- Tim Cook deixará o cargo de CEO da Apple, mas permanece na empresa como presidente executivo (executive chair) para atuar junto a formuladores de políticas ao redor do mundo.
- John Ternus, atual chefe de engenharia de hardware, será o novo CEO da Apple, a partir de 1º de setembro.
- Cook, de 65 anos, exerceu o cargo desde 2011, sucedendo Steve Jobs.
- A empresa informou que o papel de Cook como presidente executivo envolverá interação com policymakers globais.
- Ternus é veterano da Apple, ingressou em 2001, é reconhecido por habilidade em gerenciar políticas internas, enquanto Cook cuidou das relações externas e da cadeia de suprimentos.
Tim Cook deixará de ser CEO da Apple, mas permanecerá na empresa como presidente executivo, mantendo a função de conduzir a política externa da companhia. A transição ocorre com a nomeação de John Ternus, chefe de engenharia de hardware, para sucedê-lo no cargo a partir de 1º de setembro. A Apple destacou que a mudança não encerra o papel de Cook na gestão estratégica da empresa.
Cook, 65, assumiu a liderança da Apple em 2011, sucedendo Steve Jobs. Durante seu mandato, a companhia expandiu operações globais, lançou novos modelos de devices e manteve o enfoque em eficiência de cadeia de suprimentos e produção. A nota oficial não detalha futuras mudanças no portfólio de produtos.
Nova fase para a política externa
A Apple informou que Cook atuará como chair executivo, função que envolverá diálogo com formuladores de políticas ao redor do mundo.

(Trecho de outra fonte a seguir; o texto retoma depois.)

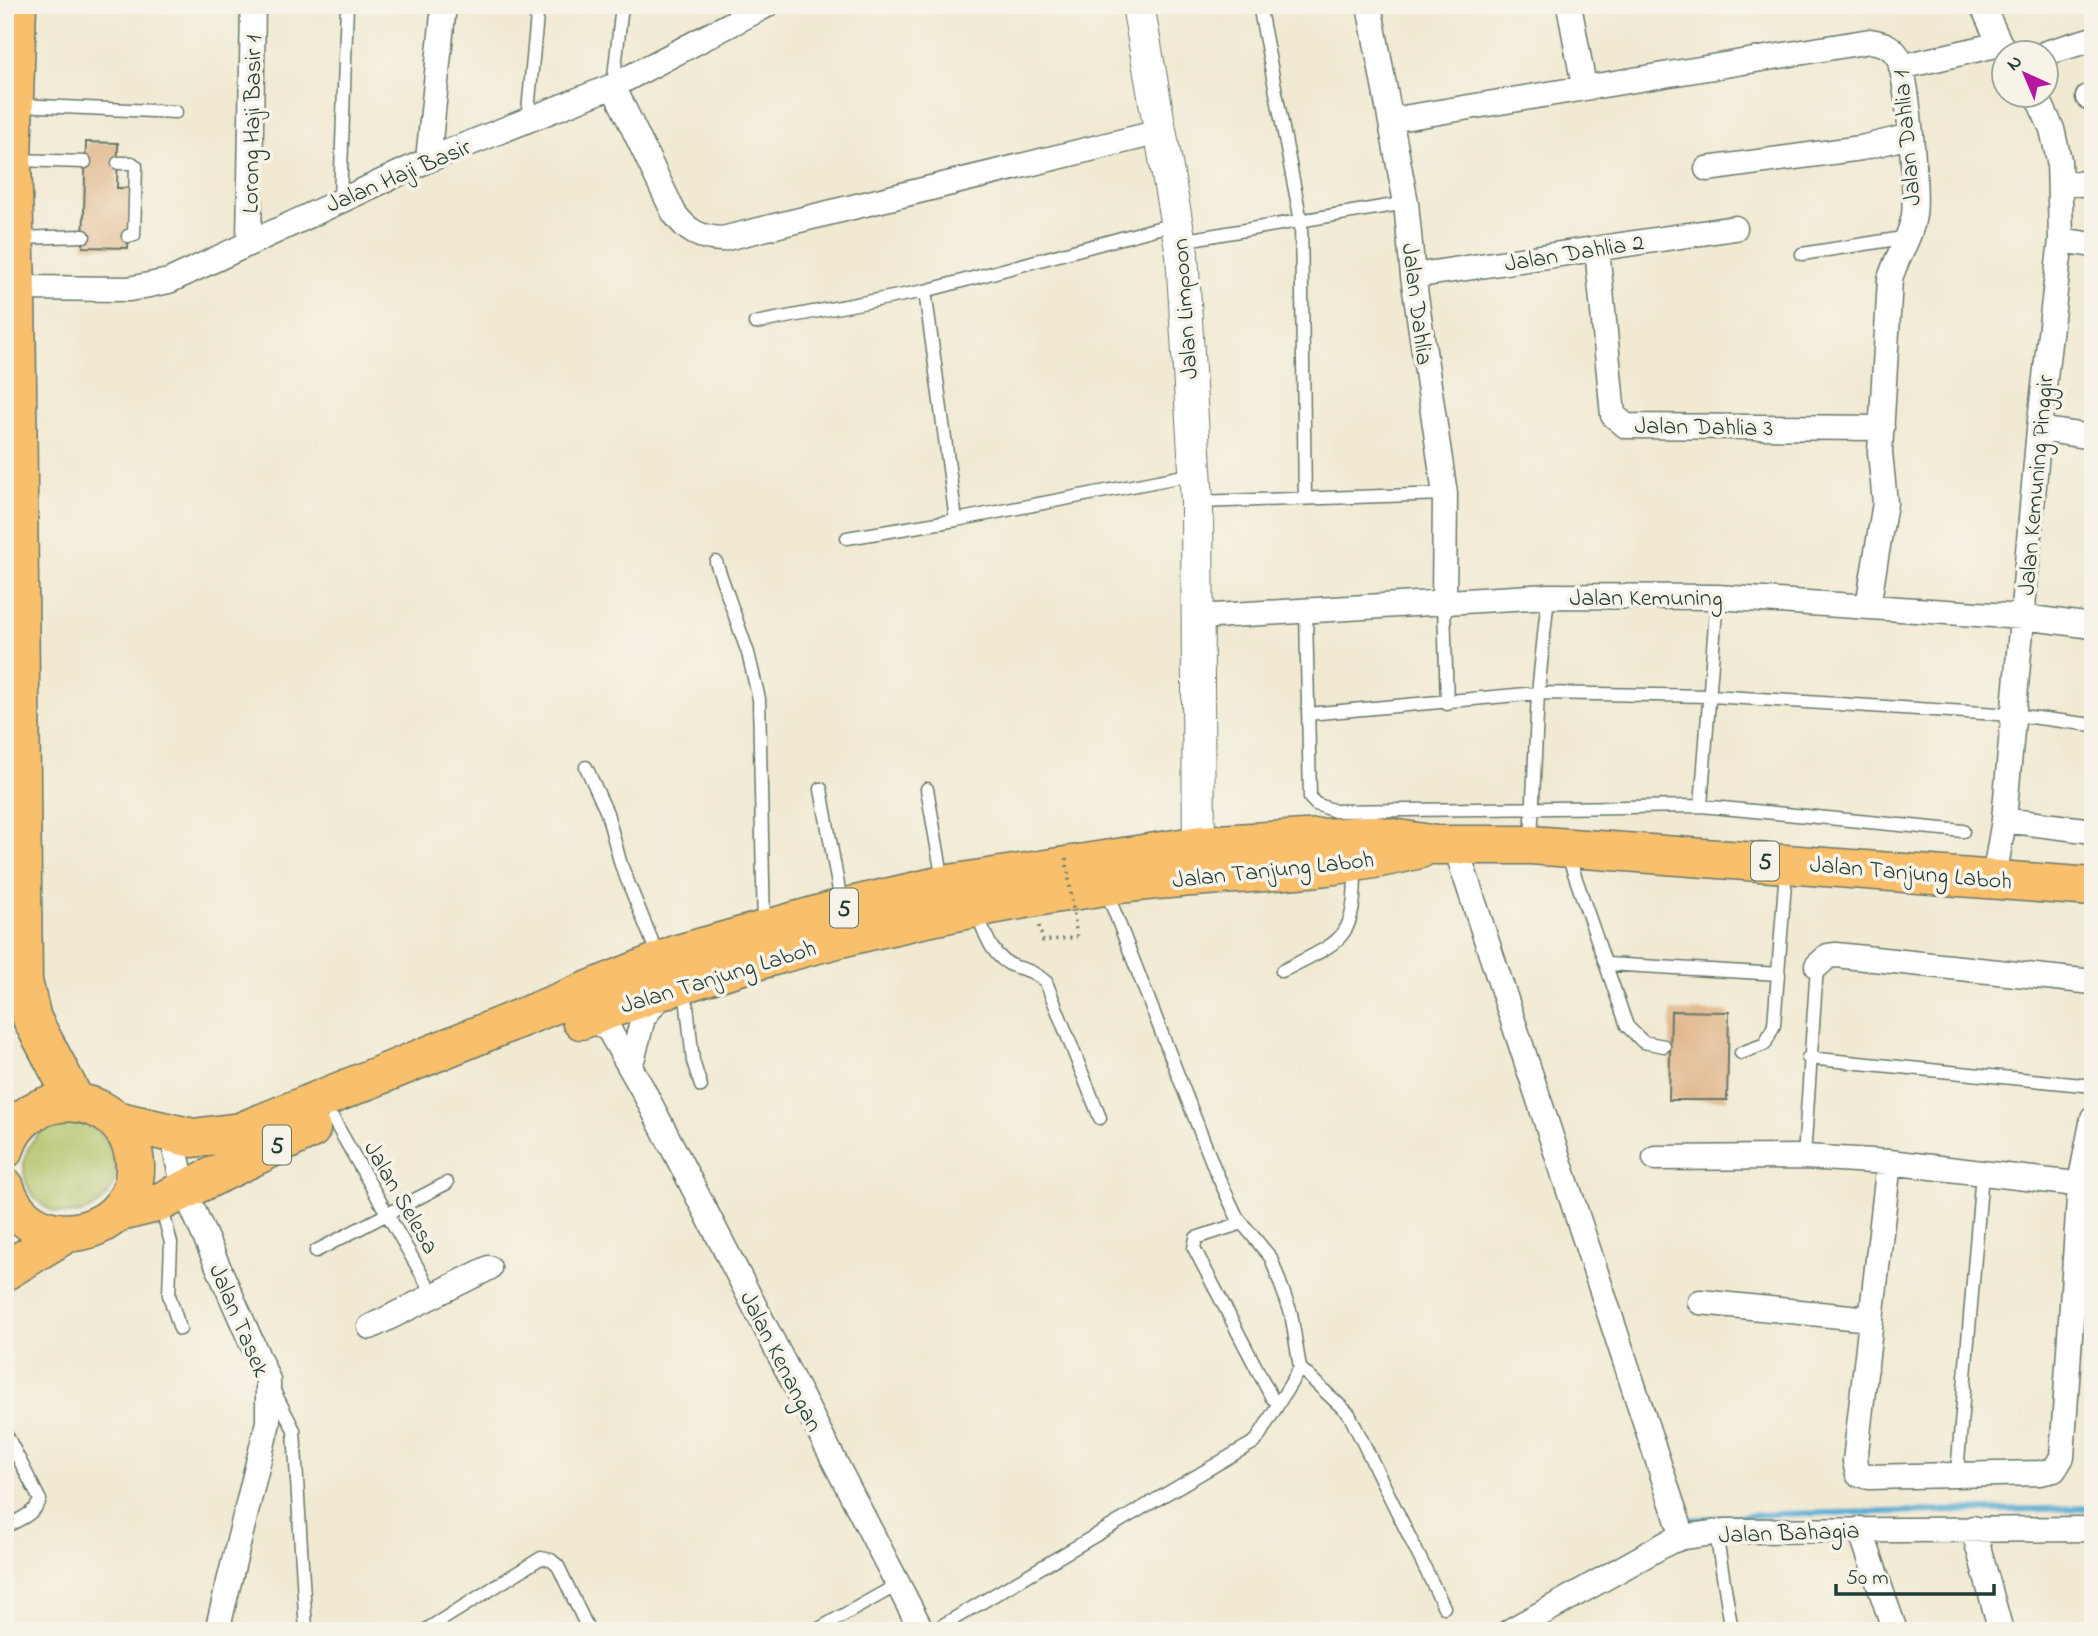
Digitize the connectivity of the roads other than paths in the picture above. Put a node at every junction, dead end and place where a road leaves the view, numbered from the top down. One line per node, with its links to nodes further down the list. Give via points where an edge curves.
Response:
1 (17, 5): 20 (main road)
2 (253, 5): 44 (street, Lorong Haji Basir 1)
3 (347, 5): 34 (lane)
4 (444, 5): 28 (street)
5 (538, 5): 24 (lane)
6 (622, 5): 18 (lane)
7 (767, 5): 18 (street, Jalan Haji Basir)
8 (1138, 5): 25 (street, Jalan Limpoon)
9 (1259, 5): 36 (lane)
10 (1369, 5): 23 (street, Jalan Dahlia)
11 (1569, 5): 19 (street)
12 (1982, 5): 13 (street)
13 (1999, 38)
14 (2093, 39): 15 (street)
15 (2060, 49)
16 (1990, 51): 17 (street)
17 (1901, 67): 19 (street, Jalan Dahlia 1, via 1888,45 1870,41); 26 (street, Jalan Dahlia 1)
18 (613, 86): 24 (street, Jalan Haji Basir); 25 (street, via 674,213 694,234 709,238 722,239)
19 (1584, 86): 23 (street, Jalan Dahlia 1)
20 (13, 105): 22 (lane); 27 (main road)
21 (2042, 108): 32 (street, Jalan Kemuning Pinggir, via 2052,129)
22 (176, 112)
23 (1391, 120): 35 (street, Jalan Dahlia)
24 (527, 122): 28 (street, Jalan Haji Basir)
25 (1160, 132): 38 (street, Jalan Limpoon)
26 (1909, 136): 31 (street, via 1861,148); 41 (street, Jalan Dahlia 1, via 1915,214)
27 (12, 160): 29 (lane); 42 (main road)
28 (428, 160): 34 (street, Jalan Haji Basir)
29 (85, 162)
30 (118, 163): 40 (lane, via 136,166 134,235)
31 (1707, 169)
32 (2060, 182): 33 (street); 43 (street, Jalan Kemuning Pinggir)
33 (2093, 185)
34 (340, 199): 44 (street, Jalan Haji Basir)
35 (1406, 203): 36 (lane); 48 (street, Jalan Dahlia)
36 (1301, 221): 38 (lane); 57 (lane)
37 (1735, 228): 46 (street, Jalan Dahlia 2)
38 (1179, 232): 50 (lane); 55 (street, Jalan Limpoon)
39 (83, 236): 42 (lane)
40 (128, 236)
41 (1909, 237): 47 (lane); 52 (street, Jalan Dahlia 1, via 1895,259 1890,279)
42 (13, 238): 49 (main road)
43 (2062, 240): 45 (street); 53 (street, Jalan Kemuning Pinggir)
44 (249, 242): 49 (street, Jalan Haji Basir, via 169,281 129,289)
45 (2093, 245)
46 (1597, 249): 48 (street, Jalan Dahlia 2); 52 (street, Jalan Dahlia 3, via 1613,415 1626,426)
47 (1802, 254)
48 (1413, 276): 56 (street, Jalan Dahlia)
49 (11, 290): 109 (main road, via 23,981 32,1019)
50 (925, 291): 51 (lane); 58 (lane)
51 (755, 323)
52 (1882, 428): 64 (street, Jalan Dahlia 1, via 1885,503)
53 (2039, 429): 54 (street); 67 (street, Jalan Kemuning Pinggir)
54 (2093, 437)
55 (1196, 488): 57 (lane); 58 (lane); 66 (street, Jalan Limpoon)
56 (1445, 494): 57 (lane); 63 (street, Jalan Dahlia)
57 (1305, 498)
58 (956, 520): 59 (lane)
59 (847, 538)
60 (716, 562): 94 (lane, via 759,699)
61 (1548, 596): 62 (street, Jalan Kemuning); 63 (street, Jalan Kemuning); 69 (lane)
62 (1717, 597): 64 (street, Jalan Kemuning); 70 (lane)
63 (1444, 605): 65 (street, Jalan Kemuning); 71 (lane)
64 (1868, 606): 67 (street, Jalan Kemuning)
65 (1306, 612): 66 (street, Jalan Kemuning); 72 (lane)
66 (1198, 617): 85 (street, Jalan Limpoon)
67 (2023, 617): 68 (street, Jalan Kemuning); 73 (street, Jalan Kemuning Pinggir)
68 (2093, 626)
69 (1538, 693): 70 (lane); 71 (lane); 78 (lane)
70 (1711, 696): 73 (lane); 79 (lane)
71 (1447, 704): 72 (lane)
72 (1308, 714): 78 (lane, via 1310,798 1324,808)
73 (2014, 715): 74 (lane); 80 (street, Jalan Kemuning Pinggir)
74 (2093, 726)
75 (586, 767): 99 (lane, via 607,813 621,865)
76 (821, 789): 92 (lane)
77 (927, 789): 89 (lane)
78 (1534, 806): 79 (lane); 84 (lane)
79 (1701, 806): 81 (lane)
80 (2004, 820): 82 (street); 88 (street, Jalan Kemuning Pinggir)
81 (1963, 831)
82 (2093, 831)
83 (1446, 845): 84 (main road, Jalan Tanjung Laboh / 5); 85 (main road, Jalan Tanjung Laboh / 5, via 1373,835); 87 (main road, Jalan Tanjung Laboh / 5); 141 (street)
84 (1548, 846): 86 (main road, Jalan Tanjung Laboh / 5); 95 (lane)
85 (1200, 861): 87 (main road, Jalan Tanjung Laboh / 5); 89 (main road, Jalan Tanjung Laboh / 5); 90 (main road, Jalan Tanjung Laboh / 5)
86 (1787, 862): 88 (main road, Jalan Tanjung Laboh / 5); 98 (lane)
87 (1354, 864): 97 (lane, via 1355,908 1349,925 1328,947)
88 (1994, 878): 91 (main road, Jalan Tanjung Laboh / 5)
89 (943, 885): 92 (main road, Jalan Tanjung Laboh / 5)
90 (1104, 886): 93 (main road, Jalan Tanjung Laboh / 5); 126 (lane, via 1215,1170)
91 (2093, 887)
92 (842, 908): 94 (main road, Jalan Tanjung Laboh / 5)
93 (976, 909): 99 (main road, Jalan Tanjung Laboh / 5, via 869,929); 110 (lane, via 994,952 1046,982)
94 (764, 931): 99 (main road, Jalan Tanjung Laboh / 5)
95 (1607, 964): 98 (lane); 102 (lane, via 1627,1026 1643,1042)
96 (1817, 966): 100 (street, via 1836,955); 105 (lane)
97 (1282, 971)
98 (1779, 974): 103 (lane, via 1769,1037 1765,1044)
99 (671, 978): 101 (main road, Jalan Tanjung Laboh / 5); 104 (street, Jalan Kenangan, via 643,1018); 106 (lane)
100 (2093, 982)
101 (604, 1003): 104 (street, Jalan Kenangan); 108 (street, Jalan Kenangan, via 609,1030); 112 (main road, Jalan Tanjung Laboh / 5); 114 (main road, Jalan Tanjung Laboh / 5, via 240,1132 215,1138)
102 (1664, 1046)
103 (1741, 1053)
104 (634, 1057): 108 (street, Jalan Kenangan)
105 (1808, 1058): 107 (lane); 116 (lane)
106 (701, 1086)
107 (2093, 1086)
108 (643, 1090): 147 (street, Jalan Kenangan)
109 (75, 1101): 113 (main road, 5, via 90,1104); 115 (main road, via 36,1109)
110 (1100, 1118)
111 (2093, 1118): 121 (street)
112 (333, 1119): 123 (main road, Jalan Tanjung Laboh / 5); 125 (lane, Jalan Selesa)
113 (115, 1120): 114 (main road, Jalan Tanjung Laboh / 5); 124 (main road, via 134,1156 131,1186)
114 (172, 1135): 123 (street, Jalan Tasek)
115 (6, 1136)
116 (1804, 1157): 117 (street); 118 (street)
117 (1655, 1158)
118 (1889, 1162): 119 (street); 133 (street)
119 (1983, 1173): 121 (street); 140 (lane)
120 (447, 1183): 125 (lane)
121 (2086, 1184): 140 (street, via 2062,1457 2054,1470 2040,1473)
122 (5, 1187): 127 (main road, via 18,1211 31,1223)
123 (172, 1195): 124 (main road, Jalan Tanjung Laboh / 5); 135 (lane, via 169,1295); 137 (street, Jalan Tasek)
124 (116, 1213): 127 (main road, 5, via 101,1225)
125 (386, 1213): 128 (lane); 131 (lane, Jalan Selesa)
126 (1242, 1223): 136 (lane, via 1271,1258 1291,1313); 138 (lane, via 1195,1238 1194,1248)
127 (65, 1234): 130 (main road, 5)
128 (316, 1251)
129 (489, 1268): 131 (street)
130 (5, 1271)
131 (434, 1296): 134 (street)
132 (1700, 1302): 133 (street)
133 (1870, 1319): 140 (street, via 1855,1461 1858,1474)
134 (370, 1327)
135 (180, 1329)
136 (1300, 1368): 148 (lane, via 1349,1414); 155 (lane, via 1256,1441)
137 (268, 1380): 149 (street, Jalan Tasek, via 268,1422); 150 (lane, via 294,1430)
138 (1272, 1398)
139 (5, 1432): 142 (lane, via 40,1500 30,1514)
140 (1958, 1473)
141 (1677, 1524): 146 (street, Jalan Bahagia); 156 (street, Jalan Bahagia)
142 (5, 1527)
143 (1973, 1528): 144 (street, Jalan Bahagia); 145 (street, Jalan Bahagia); 159 (street)
144 (1860, 1529): 146 (street, Jalan Bahagia); 158 (street)
145 (2093, 1529)
146 (1716, 1533): 157 (lane)
147 (897, 1585): 153 (lane); 154 (street, Jalan Kenangan)
148 (1444, 1607)
149 (217, 1631)
150 (306, 1631)
151 (424, 1631): 152 (lane, via 541,1558 558,1566)
152 (589, 1631)
153 (815, 1631)
154 (922, 1631)
155 (933, 1631)
156 (1510, 1631)
157 (1732, 1631)
158 (1895, 1631)
159 (2001, 1631)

O cargo reflete a atuação histórica do executivo como diplomata corporativo, especialmente no contexto de tensões comerciais entre os EUA e a China.
Ternus, 50, é interno da Apple desde 2001 e é reconhecido por sua habilidade política dentro da empresa, segundo o Wall Street Journal. Ainda que tenha foco técnico, o anúncio indica que o papel de Cook na política externa deve continuar a influenciar decisões estratégicas da companhia.
Ataques e debates em IA nos EUA
Separadamente, a controvérsia em torno de IA ganhou força com um ataque à casa de Sam Altman, CEO da OpenAI, registrado no início de abril. Um indivíduo lançou um coquetel molotov contra o imóvel e tentou invadir a sede da empresa horas depois. Altman relatou o episódio em meio a críticas sobre o ritmo de implementação da IA.
A pressão pública sobre IA também se manifestou em debates no Congresso dos EUA sobre a extensão de parte de uma lei de vigilância, que venceu uma prorrogação de 10 dias após votações acirradas entre Republicanos e Democratas. A discussão envolve instrumentos de monitoramento de comunicações com estrangeiros.